Hilfe! Die Türken kommen. Sie gründen bei uns, mitten in Deutschland, eine Universität. In der wird nur türkisch gesprochen! Rund 5000 Studenten, darunter natürlich auch Kopftuchmädchen, machen sich dann in Deutschland breit. Diverse türkische Universitäten sollen die Federführung in den Fakultäten übernehmen. Zur Grundsteinlegung kommt der türkische Staatspräsident. Unser Parlament verabschiedet ein eigenes Gesetz für diese fremde Einfluss-Universität. Und wer bezahlt den Betrieb, diesen Versuch, unser Land weiter zu islamisieren? Der deutsche Steuerzahler! Soweit die Fiktion.
Wenn man aber im obigen Absatz das Wort "türkisch" durch "deutsch" ersetzt, hat man eine reale Nachricht: Gerade wird in Istanbul die oben beschriebene Uni gegründet. Und kein türkisches Boulevardblatt schreit von der Germanisierung. Kein türkischer Seehofer jault wegen Multi-Kulti auf, kein türkischer Bänker schwätzt von der Gefahr der Überfremdung, kein Rassist vom deutschen Gen, dem wir immerhin zwei Weltkriege verdanken. Im Gegenteil: Sie schreiben von einer "deutsch-türkischen Achse" und der "Beschleunigung der deutsch-türkischen Beziehungen".
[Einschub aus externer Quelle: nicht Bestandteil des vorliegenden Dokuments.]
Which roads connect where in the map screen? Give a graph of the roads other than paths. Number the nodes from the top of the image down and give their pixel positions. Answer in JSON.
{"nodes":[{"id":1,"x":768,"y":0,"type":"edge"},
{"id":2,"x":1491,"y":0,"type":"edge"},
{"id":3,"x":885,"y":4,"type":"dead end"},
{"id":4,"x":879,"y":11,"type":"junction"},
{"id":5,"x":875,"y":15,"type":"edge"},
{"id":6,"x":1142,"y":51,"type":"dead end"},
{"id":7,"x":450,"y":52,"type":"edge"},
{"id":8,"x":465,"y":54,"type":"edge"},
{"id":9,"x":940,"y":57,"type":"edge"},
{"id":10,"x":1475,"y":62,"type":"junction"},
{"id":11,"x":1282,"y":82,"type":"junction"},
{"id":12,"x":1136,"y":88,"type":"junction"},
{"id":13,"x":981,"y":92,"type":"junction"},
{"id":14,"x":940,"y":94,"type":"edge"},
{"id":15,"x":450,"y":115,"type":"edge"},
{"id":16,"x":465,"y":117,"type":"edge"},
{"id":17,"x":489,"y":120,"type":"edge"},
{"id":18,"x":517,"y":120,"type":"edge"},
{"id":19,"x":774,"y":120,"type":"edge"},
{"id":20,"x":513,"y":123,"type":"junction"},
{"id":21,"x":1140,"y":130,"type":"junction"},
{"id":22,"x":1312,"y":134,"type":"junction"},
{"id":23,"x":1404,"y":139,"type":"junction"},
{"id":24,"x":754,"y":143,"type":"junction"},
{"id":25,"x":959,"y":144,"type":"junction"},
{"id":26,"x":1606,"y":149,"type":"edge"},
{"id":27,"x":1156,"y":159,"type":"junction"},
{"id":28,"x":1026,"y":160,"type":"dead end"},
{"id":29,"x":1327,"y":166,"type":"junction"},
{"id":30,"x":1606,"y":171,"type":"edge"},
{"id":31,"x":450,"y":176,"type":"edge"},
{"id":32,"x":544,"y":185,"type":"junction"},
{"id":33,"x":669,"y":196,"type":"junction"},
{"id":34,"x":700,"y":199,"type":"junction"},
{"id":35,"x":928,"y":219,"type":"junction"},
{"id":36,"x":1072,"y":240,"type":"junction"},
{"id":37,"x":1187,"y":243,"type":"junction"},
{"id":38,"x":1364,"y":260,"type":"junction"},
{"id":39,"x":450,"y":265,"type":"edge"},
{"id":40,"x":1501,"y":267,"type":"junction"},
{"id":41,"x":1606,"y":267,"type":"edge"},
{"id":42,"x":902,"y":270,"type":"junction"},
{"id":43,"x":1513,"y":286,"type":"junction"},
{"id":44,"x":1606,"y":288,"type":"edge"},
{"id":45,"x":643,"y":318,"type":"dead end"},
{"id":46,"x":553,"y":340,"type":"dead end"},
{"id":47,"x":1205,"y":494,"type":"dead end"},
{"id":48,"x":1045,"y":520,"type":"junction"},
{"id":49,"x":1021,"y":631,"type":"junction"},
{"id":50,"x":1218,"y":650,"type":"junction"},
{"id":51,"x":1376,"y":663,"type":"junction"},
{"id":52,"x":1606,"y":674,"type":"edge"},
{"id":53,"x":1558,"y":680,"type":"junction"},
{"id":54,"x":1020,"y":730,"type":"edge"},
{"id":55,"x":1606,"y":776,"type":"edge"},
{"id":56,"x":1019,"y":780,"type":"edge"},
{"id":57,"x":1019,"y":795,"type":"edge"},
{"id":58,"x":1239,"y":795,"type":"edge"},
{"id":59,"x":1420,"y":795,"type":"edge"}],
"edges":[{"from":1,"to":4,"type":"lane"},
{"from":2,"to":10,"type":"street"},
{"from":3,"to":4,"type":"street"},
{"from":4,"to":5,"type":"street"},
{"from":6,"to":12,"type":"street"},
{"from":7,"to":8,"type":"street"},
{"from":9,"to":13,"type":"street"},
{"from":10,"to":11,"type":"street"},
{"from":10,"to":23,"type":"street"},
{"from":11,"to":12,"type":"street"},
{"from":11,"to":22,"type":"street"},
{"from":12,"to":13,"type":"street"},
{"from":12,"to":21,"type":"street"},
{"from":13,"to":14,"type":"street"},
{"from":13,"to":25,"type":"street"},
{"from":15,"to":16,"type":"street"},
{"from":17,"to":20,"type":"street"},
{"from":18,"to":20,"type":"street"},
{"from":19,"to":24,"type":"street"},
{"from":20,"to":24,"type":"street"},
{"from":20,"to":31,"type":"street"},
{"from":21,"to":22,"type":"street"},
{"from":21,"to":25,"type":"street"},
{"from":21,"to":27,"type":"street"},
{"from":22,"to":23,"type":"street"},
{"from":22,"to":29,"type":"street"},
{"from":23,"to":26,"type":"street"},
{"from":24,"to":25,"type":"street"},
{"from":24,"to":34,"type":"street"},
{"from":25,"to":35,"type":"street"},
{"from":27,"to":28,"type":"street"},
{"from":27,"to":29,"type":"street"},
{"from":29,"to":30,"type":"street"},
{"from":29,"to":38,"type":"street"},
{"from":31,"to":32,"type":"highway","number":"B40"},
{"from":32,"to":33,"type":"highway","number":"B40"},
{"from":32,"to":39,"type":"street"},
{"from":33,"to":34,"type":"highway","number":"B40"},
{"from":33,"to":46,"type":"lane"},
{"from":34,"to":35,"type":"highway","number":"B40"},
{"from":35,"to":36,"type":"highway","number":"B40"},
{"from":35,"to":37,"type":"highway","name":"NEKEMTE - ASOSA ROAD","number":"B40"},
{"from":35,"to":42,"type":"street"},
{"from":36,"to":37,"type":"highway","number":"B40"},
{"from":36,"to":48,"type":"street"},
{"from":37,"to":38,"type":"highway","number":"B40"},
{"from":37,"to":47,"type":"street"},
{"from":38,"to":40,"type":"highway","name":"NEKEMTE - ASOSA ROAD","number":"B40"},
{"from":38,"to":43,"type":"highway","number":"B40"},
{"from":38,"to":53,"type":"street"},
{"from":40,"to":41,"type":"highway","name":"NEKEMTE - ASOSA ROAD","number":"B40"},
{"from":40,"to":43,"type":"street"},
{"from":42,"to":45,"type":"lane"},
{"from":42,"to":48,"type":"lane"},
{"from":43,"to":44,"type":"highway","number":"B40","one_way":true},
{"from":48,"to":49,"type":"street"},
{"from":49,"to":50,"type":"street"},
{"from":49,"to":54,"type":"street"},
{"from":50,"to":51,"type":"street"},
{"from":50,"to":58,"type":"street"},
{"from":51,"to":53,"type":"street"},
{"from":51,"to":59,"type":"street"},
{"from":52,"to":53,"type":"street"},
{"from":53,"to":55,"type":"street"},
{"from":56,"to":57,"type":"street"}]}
Doch während der deutsche Bundespräsident noch den Grundstein der deutschen Universität in Istanbul legt, legt seine Partei einen Leitantrag zur Leitkultur vor, der auf dem nächsten CDU-Parteitag verabschiedet werden soll. Stolz wird dort verkündet, man habe die rot-grüne Multikulti-Politik beendet und "Schluss gemacht mit einer Politik der falsch verstandenen Toleranz." Das deutsche Bürgertum, verunsichert davon, dass in fast jeder Familie einer von Hartz IV lebt, unsicher ob man bald selbst davon betroffen sein könnte, hat einen neuen Feind gefunden: Die Türken. Denn Angst verlangt Feinde, verlangt Sündenböcke. Und weil die CDU sich als Partei des Bürgertums versteht, kommt ihr die Angst gerade recht. Denn auch die CDU hat Angst. Weniger vor den Türken, mehr vor den schlechten Umfragewerten. So soll die Angst der Bürger zu Wahlprozenten führen.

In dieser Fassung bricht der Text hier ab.